Genitive Absolute

Book Nav

246. Genitive Absolute. This is a form of implied predication, in which the noun or pronoun has no regular construction with the governing verb. The participial clause expresses the time or circumstances in which the action of the verb takes place

Il. 1.88 οὔ τις ἐμεῦ ζῶντος κτλ.
            no one, while I am living shall, etc.

2. 551 περιτελλομένων ἐνιαυτῶν
           as years go round

5. 203 ἀνδρῶν εἰλομένων
           where men are crowded

So ἀνδρῶν λικμώντων, ἀνδρῶν τρεσσάντων, πολλῶν ἑλκόντων, etc.

Od. 1.390 καί κεν τοῦτ᾽ ἐθέλοιμι Διός γε διδόντος ἀρέσθαι
                 that too I would be willing to obtain if Zeus gave it

The subject is understood in Od. 4.19 μολπῆς ἐξάρχοντος when the singer began the music. The aοrist participle is less common in Homer than the present, especially in the Odyssey; the instances are Il. 8.164, 468; 9.426; 10.246, 356; 11.509; 13.409; 14.522; 16.306; 19.62, 75; 21.290, 437; 22.47, 288, 383; Od. 14.475, 24.88, 535 (Classen, Beob. p. 180 ff.)

The Genitive Absolute must have begun as an extension of one of the ordinary uses of the genitive; most probably of the Genitive of Time (§ 150).

ἠελίου ἀνιόντος
within the time of the sun rising

is a genitive like

ἠοῦς
in the morning

νυκτός
by night, etc.

and answers, as a phrase denoting time, to

ἅμʼ ἠελίῳ καταδύντι
at sunset

ἐς ἠέλιον καταδύντα
up to sunset, etc.

So we may compare

τοῦδʼ αὐτοῦ λυκάβαντος ἐλεύσεται
he will come within this year

ἦ σέθεν ἐνθάδʼ ἐόντος ἐλεύσεται
he will come within your being here

and again

περιτελλομένων ἐνιαυτῶν
in the years as they go round

τῶν προτέρων ἐτέων
in the former years.

The transition may be seen in ἔαρος νέον ἱσταμένοιο in the spring when it is beginning. Compare also the phrases ἐπειγομένων ἀνέμων, βορέαο πεσόντος, etc., with νηνεμίης in calm weather, etc.

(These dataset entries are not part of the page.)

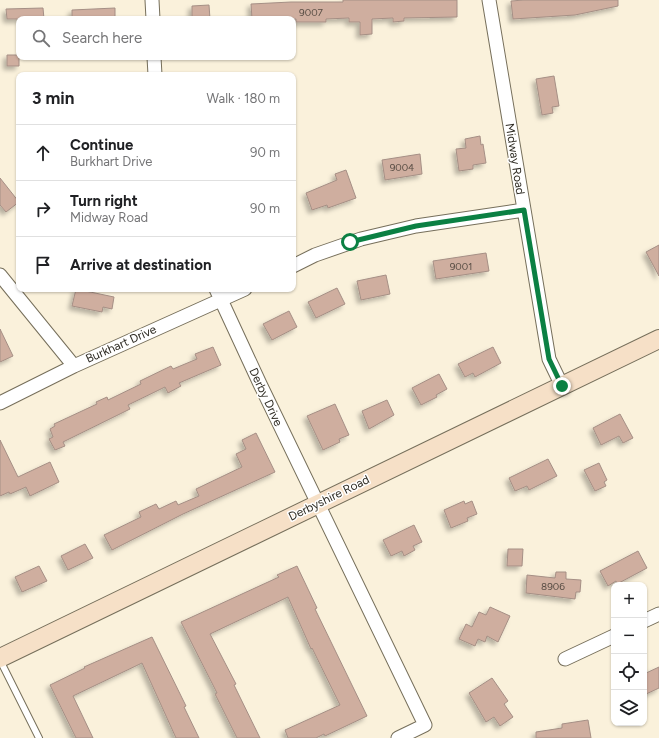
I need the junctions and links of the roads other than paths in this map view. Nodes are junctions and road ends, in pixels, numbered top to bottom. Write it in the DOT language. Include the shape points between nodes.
graph roads {
  1 [pos="152,0"];
  2 [pos="489,0"];
  3 [pos="153,16"];
  4 [pos="154,60"];
  5 [pos="155,72"];
  6 [pos="524,210"];
  7 [pos="296,264"];
  8 [pos="0,275"];
  9 [pos="229,292"];
  10 [pos="219,294"];
  11 [pos="659,339"];
  12 [pos="74,366"];
  13 [pos="562,386"];
  14 [pos="0,403"];
  15 [pos="318,504"];
  16 [pos="659,614"];
  17 [pos="647,620"];
  18 [pos="611,637"];
  19 [pos="0,659"];
  20 [pos="565,660"];
  21 [pos="39,738"];
  22 [pos="398,738"];
  1 -- 3 [label="street"];
  2 -- 6 [label="street, Midway Road"];
  4 -- 5 [label="street"];
  6 -- 7 [label="street" via="416,226 362,239 315,255"];
  6 -- 13 [label="street, Midway Road" via="549,359"];
  8 -- 12 [label="street"];
  9 -- 10 [label="street, Burkhart Drive"];
  10 -- 12 [label="street, Burkhart Drive"];
  10 -- 15 [label="street, Derby Drive"];
  11 -- 13 [label="street, Derbyshire Road"];
  12 -- 14 [label="street, Burkhart Drive"];
  13 -- 15 [label="street, Derbyshire Road"];
  15 -- 19 [label="street, Derbyshire Road"];
  15 -- 22 [label="street, Derby Drive" via="424,725"];
  16 -- 17 [label="street"];
  18 -- 20 [label="street"];
  19 -- 21 [label="lane"];
}
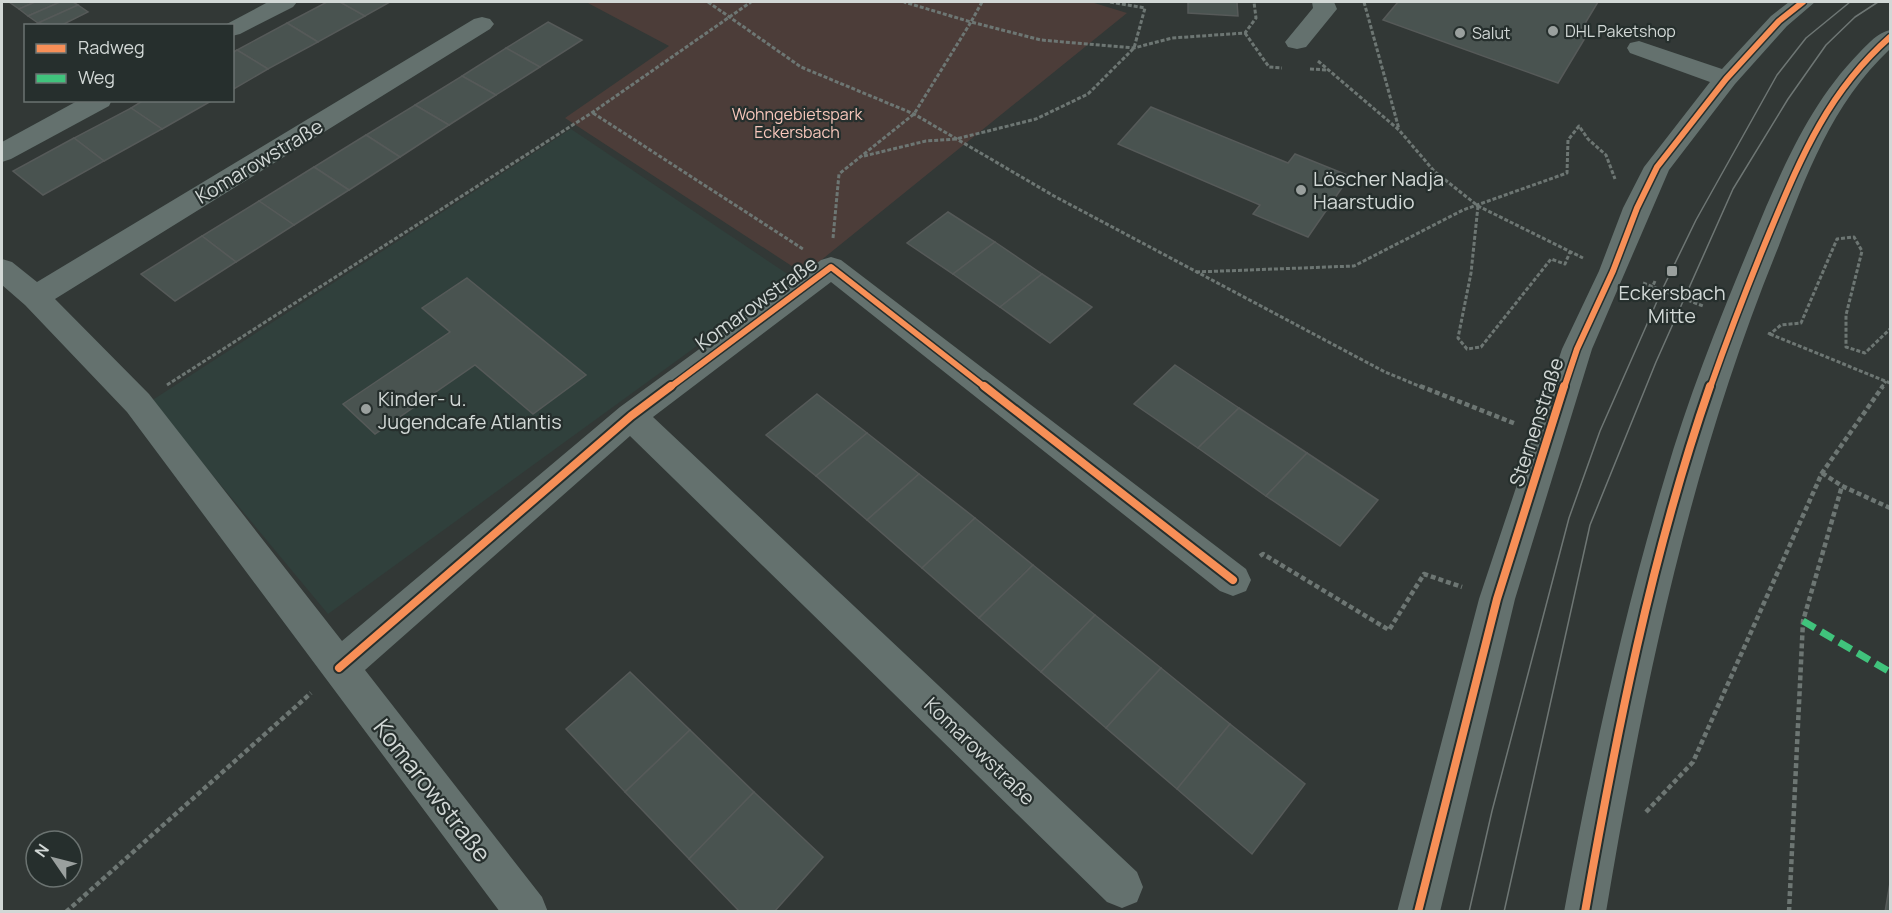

The circumstance that the ablative is the "absolute" case in Latin is far from proving that the Greek genitive in this use is ablatival. In Sanskrit the case used in this way is the locative, occasionally the genitive; the Latin Ablative Absolute may represent a locative of time at which or an instrumental of circumstance (§ 144). The hypothesis that such participial clauses in Greek expressed space of time within which (rather than point of time, or circumstance) is borne out by the interesting fact, noticed above, that in Homer this construction is chiefly found with the participle which implies continuance (viz. the present) whereas in Latin the Ablative Absolute is commonest with the perfect participle. An approach to a "Dative Absolute" may be seen in such uses as

Il. 8.487 Τρωσὶν μέν ῥ᾽ ἀέκουσιν ἔδυ φάος

Il. 12.374 ἐπειγομένοισι δʼ ἵκοντο

Od. 21.115 οὔ κέ μοι ἀχννμένῳ τάδε δώματα πότνια μήτηρ
                   λείποι
                   (= it would be no distress to me if, etc.)

which are extensions or free applications, by the help of the participle, of the true dative (Dativus ethicus).